Visual Effects Society : Meilleure composition pour un film (Scott Frankel & Patrick Jarvis), Meilleure direction artistique des effets pour un film (Alexander Laurant & Alex McDowell).
Saturn Awards : Meilleur film de science-fiction, Meilleur réalisateur (Steven Spielberg), Meilleur scénario (Scott Frank & Jon Cohen), Meilleur second rôle féminin (Samantha Morton).
Club allemand de science-fiction : Prix Curt-Siodmak du meilleur film de science-fiction.

Notes :

Au départ, le scénario de Minority Report fut écrit pour devenir la suite de Total Recall (Paul Verhoeven ; 1990). Il connut par la suite de nombreuses réécritures, sous l’influence de plusieurs auteurs et producteurs successifs, jusqu’à aboutir au résultat qu’on connaît.

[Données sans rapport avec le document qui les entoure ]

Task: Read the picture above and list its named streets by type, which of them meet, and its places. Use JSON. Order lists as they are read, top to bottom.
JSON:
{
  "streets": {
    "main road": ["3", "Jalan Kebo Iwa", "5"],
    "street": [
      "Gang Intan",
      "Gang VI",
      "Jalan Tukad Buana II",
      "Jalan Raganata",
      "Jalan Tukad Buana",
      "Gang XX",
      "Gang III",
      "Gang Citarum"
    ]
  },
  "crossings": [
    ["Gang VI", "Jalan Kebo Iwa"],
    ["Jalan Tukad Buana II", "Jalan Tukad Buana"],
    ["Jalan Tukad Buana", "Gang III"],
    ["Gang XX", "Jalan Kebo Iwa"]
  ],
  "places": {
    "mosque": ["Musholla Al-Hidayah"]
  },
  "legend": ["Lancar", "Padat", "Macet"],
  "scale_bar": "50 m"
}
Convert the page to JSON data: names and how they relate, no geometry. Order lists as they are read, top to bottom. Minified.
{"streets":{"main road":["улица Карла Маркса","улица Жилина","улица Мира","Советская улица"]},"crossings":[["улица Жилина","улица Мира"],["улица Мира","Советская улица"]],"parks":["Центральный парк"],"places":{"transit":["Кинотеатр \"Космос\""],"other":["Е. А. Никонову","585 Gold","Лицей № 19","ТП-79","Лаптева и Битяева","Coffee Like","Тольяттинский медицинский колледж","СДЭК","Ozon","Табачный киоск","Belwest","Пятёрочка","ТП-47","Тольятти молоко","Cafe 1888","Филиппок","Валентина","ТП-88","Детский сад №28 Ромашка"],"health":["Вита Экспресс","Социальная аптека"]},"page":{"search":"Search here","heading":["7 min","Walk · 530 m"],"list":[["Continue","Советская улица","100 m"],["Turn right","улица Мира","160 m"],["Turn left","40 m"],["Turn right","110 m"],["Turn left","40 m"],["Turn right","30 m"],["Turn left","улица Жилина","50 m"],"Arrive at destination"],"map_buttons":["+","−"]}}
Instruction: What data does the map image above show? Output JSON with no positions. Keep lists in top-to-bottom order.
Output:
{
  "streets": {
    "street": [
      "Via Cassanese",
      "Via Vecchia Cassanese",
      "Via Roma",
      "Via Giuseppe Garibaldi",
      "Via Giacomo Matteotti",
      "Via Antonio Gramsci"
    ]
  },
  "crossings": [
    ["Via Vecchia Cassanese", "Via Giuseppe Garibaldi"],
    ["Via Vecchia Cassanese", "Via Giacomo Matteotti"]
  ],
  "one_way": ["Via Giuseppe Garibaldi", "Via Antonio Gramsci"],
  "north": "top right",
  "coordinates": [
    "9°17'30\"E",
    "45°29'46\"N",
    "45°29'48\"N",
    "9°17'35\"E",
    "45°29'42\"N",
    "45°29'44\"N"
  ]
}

De nombreux éléments narratifs et artistiques de ce film rendent un hommage assez évident à Stanley Kubrick (1928-1999), à l’époque récemment disparu et qui avait collaboré dans ses dernières années avec Tom Cruise comme avec Steven Spielberg.

Les trois mutants qu’utilisent Pré-Crime pour prédire les crimes – Agatha, Dashiell et Arthur – sont prénommés d’après de célèbres écrivains de romans policiers : Agatha Christie (1890-1976), Dashiell Hammett (1894-1961) et Arthur Conan Doyle (1859-1930).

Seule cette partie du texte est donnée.